Citing community opposition, unprecedented infrastructure requirements, and environmental risks, Earthworks questions whether the mine, located in the Bristol Bay area, will ever be built.

The world's largest salmon fishery is located in Alaska's remote and unspoiled Bristol Bay. Not only does the salmon population there support the commercial and sport fishing industries; it is central to the traditional subsistence ways of life of the local communities as well.

Such a location might seem to be among the last for a proposed copper and gold mine. Nevertheless, the UK-based Anglo American and Northern Dynasty, its Canadian mining partner, are seeking to develop the largest copper and gold mine in North America at the headwaters of the Bristol Bay watershed.

According to a recently published Investo r Advisory from Earthworks, the Pebble project will require the construction of tailings ponds that will hold up to 10 billion tons of mine waste in perpetuity, and several earthen tailings dams as much as 700 feet in height.

"The infrastructure necessary to develop the Pebble project is unprecedented," the Advisory states. The developers will need to construct a 378 MW power plant, 200 miles of power transmission lines, a deepwater port, a 100-mile road, and four pipelines. "In 2008," Earthworks reports, "The company projected development costs at US $6 billion, an increase of $1 billion from the previous year's estimates."

The proposed mine has encountered substantial opposition from what Earthworks describes as "a diverse and politically sophisticated coalition of local communities, tribal governments, commercial and sport fishing businesses, and other economic interests." The legal and regulatory hurdles suggest that the mine might never be built.

In February, 2011, the US Environmental Protection Agency (EPA) launched a scientific assessment of the impacts of large-scale development in Bristol Bay, and expects to announce the results of its study in April. Last April, a coalition 30 investor organizations, led by Calvert Investments and Trillium Asset Management, requested that EPA "initiate a review process under the Clean Water Act to evaluate the mine waste impacts of the proposed Pebble Mine on Alaska’s Bristol Bay watershed."
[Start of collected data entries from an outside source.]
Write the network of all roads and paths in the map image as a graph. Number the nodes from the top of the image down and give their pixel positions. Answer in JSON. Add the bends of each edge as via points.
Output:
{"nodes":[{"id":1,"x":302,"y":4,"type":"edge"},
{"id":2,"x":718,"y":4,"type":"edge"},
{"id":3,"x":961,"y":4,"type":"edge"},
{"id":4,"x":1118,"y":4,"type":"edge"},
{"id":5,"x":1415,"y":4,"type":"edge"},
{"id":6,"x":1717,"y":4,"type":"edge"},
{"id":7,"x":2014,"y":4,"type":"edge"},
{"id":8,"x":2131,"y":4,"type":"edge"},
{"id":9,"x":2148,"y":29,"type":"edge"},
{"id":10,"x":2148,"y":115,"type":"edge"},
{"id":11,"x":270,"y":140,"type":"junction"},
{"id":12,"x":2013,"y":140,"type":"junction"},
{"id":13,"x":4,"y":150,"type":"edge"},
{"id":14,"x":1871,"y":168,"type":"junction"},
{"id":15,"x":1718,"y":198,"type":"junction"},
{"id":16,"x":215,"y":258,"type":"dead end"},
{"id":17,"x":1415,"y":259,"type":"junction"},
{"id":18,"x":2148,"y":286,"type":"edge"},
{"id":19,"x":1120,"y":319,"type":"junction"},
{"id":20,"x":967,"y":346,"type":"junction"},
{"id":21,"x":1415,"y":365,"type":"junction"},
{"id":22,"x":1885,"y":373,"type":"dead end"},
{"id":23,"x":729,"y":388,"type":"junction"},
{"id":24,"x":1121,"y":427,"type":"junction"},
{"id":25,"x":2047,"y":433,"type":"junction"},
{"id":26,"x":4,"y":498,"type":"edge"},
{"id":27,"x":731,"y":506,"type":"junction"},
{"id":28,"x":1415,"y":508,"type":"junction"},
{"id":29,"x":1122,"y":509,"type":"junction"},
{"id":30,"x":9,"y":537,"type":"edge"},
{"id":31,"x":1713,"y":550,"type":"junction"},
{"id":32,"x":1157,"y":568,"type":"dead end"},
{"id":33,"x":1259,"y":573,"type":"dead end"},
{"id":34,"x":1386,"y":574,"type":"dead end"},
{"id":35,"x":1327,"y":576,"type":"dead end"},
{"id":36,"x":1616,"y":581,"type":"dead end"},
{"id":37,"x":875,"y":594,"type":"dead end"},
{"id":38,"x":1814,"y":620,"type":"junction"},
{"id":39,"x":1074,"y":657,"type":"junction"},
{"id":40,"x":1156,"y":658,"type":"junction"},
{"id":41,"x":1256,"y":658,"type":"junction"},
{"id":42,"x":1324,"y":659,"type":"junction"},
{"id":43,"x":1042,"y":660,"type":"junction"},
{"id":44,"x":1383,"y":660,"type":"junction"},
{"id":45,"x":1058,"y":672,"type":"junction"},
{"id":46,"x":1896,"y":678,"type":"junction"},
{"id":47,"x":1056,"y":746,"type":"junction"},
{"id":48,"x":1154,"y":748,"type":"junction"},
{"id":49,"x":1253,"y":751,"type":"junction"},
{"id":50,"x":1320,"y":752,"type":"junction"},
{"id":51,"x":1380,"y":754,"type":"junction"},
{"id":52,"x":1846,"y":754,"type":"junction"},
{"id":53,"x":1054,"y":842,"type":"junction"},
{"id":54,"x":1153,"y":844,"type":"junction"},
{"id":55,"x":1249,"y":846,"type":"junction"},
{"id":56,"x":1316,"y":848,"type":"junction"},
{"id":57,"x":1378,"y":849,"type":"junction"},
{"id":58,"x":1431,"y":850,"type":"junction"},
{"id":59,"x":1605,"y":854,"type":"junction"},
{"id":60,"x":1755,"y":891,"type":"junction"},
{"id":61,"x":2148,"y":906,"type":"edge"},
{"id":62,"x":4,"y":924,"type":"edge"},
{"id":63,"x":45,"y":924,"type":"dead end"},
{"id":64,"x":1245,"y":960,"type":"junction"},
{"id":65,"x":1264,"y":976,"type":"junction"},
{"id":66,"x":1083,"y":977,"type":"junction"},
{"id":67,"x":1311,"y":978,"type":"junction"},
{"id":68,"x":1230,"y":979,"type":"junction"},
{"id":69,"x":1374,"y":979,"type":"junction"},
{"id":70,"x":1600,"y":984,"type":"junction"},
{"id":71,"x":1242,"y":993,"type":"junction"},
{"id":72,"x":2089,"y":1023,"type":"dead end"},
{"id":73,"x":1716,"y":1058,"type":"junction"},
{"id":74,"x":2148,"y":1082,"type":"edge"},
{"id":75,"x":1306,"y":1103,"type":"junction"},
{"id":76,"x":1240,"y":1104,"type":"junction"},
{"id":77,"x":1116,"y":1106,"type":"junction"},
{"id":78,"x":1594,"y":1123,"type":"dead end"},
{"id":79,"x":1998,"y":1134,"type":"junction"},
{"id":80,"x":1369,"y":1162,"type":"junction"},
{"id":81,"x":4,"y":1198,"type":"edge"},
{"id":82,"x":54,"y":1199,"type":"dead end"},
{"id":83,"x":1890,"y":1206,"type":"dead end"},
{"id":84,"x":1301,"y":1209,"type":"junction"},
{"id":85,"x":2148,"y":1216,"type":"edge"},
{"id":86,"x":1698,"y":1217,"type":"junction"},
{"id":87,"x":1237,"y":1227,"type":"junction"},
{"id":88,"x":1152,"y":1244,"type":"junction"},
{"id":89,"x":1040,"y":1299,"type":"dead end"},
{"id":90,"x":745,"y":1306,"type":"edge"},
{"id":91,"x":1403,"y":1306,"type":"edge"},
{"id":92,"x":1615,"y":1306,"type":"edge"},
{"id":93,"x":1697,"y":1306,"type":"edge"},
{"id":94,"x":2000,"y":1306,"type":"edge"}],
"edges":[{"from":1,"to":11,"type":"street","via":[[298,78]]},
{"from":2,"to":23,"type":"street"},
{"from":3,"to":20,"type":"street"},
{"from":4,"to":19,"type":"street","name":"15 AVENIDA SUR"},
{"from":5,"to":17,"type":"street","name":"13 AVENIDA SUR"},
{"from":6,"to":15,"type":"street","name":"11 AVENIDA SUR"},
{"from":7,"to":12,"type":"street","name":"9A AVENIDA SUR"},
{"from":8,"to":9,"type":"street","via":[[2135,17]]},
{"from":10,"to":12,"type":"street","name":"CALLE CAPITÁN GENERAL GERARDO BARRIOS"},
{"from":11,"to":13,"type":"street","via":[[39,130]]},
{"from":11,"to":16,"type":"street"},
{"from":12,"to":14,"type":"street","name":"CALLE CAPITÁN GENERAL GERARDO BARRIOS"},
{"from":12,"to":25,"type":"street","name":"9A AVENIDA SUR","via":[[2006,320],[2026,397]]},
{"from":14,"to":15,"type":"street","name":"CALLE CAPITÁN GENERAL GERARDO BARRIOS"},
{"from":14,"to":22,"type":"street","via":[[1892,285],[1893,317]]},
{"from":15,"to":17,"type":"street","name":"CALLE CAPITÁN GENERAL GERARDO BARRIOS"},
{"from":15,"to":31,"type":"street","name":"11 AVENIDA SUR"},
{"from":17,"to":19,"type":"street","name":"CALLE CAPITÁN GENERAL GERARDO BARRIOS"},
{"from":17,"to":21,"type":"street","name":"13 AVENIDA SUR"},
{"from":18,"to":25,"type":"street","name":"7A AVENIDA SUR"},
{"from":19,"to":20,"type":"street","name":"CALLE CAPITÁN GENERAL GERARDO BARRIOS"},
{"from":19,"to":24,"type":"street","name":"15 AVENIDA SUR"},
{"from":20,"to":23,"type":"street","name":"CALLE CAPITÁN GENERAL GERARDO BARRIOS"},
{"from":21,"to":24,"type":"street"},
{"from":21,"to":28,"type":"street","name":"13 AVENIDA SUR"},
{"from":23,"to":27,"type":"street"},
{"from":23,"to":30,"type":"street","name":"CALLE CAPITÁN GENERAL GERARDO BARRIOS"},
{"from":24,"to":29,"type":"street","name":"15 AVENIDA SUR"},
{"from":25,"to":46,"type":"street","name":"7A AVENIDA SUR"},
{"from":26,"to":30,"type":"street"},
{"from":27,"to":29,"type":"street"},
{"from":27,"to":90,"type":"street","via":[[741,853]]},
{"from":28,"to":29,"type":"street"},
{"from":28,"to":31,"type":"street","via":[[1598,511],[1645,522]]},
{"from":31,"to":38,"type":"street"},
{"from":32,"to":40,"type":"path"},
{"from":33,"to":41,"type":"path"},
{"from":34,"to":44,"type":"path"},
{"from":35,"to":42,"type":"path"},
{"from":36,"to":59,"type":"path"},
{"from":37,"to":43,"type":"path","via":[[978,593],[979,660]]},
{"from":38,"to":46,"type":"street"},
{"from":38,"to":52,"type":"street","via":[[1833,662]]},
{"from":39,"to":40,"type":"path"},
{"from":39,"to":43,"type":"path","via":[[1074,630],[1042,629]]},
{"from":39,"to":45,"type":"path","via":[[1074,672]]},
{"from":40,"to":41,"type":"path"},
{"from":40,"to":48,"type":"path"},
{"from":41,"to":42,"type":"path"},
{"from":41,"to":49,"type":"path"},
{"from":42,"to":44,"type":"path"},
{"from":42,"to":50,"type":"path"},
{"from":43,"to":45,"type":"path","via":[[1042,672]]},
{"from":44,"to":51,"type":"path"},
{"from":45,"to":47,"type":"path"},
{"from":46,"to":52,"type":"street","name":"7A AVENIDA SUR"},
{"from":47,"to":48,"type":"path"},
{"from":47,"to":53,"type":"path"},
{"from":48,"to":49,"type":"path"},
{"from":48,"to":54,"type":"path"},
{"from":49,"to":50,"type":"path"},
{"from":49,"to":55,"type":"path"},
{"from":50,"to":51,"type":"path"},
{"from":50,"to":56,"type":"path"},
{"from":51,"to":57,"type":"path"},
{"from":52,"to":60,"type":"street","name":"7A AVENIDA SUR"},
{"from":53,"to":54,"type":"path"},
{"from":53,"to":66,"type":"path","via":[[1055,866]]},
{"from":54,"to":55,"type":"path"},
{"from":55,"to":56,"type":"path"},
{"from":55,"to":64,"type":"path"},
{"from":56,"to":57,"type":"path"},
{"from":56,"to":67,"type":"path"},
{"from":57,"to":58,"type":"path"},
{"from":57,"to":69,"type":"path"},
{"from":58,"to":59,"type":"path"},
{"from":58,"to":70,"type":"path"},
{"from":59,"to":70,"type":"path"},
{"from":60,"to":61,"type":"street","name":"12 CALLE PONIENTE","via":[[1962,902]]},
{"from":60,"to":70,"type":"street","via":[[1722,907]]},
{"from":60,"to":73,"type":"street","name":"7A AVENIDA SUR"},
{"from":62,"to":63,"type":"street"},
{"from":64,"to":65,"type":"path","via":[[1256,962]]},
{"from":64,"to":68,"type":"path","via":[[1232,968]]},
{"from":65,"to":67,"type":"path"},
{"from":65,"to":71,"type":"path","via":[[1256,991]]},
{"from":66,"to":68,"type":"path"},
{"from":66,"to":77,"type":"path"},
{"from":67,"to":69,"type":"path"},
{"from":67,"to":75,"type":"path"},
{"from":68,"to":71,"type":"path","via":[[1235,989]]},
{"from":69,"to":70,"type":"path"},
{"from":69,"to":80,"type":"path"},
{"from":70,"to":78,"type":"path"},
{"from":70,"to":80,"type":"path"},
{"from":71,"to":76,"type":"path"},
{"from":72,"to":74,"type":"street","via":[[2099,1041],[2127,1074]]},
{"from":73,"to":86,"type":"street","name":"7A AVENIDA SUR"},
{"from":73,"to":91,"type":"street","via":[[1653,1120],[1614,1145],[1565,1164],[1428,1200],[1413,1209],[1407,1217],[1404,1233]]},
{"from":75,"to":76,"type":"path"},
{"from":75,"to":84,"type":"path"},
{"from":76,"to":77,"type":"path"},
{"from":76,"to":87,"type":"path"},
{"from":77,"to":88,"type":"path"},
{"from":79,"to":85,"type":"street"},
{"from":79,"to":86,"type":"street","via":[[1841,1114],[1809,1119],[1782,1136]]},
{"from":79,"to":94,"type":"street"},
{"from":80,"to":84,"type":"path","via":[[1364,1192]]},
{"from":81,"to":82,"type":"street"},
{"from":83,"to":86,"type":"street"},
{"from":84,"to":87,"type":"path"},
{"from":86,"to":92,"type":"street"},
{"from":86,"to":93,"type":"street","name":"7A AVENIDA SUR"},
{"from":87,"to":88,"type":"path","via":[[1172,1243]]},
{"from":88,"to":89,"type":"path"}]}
"This proposed mine has potentially devastating consequences for the people and the ecosystem of Bristol Bay," Jonas Kron, vice president at Trillium, said at the time. Kron provided review and comments for Earthworks' Investor Advisory.

In addition to legal and regulatory risks, the proposed mine faces reputational risks due to community opposition, operational risks due to the lack of infrastructure, and significant environmental risks.

Anglo-American's involvement in the proposed mine also fails to sustain its commitment, as a member of the International Council on Mining and Metals (ICMM), to secure the support of the community.

Furthermore, a report detailing the sustainability performance of Anglo-American concluded, "Anglo American can hardly be considered a model of good corporate citizenship."

"Investors are increasingly taking into account environmental and reputational risks, particularly associated with mining," the Advisory concludes.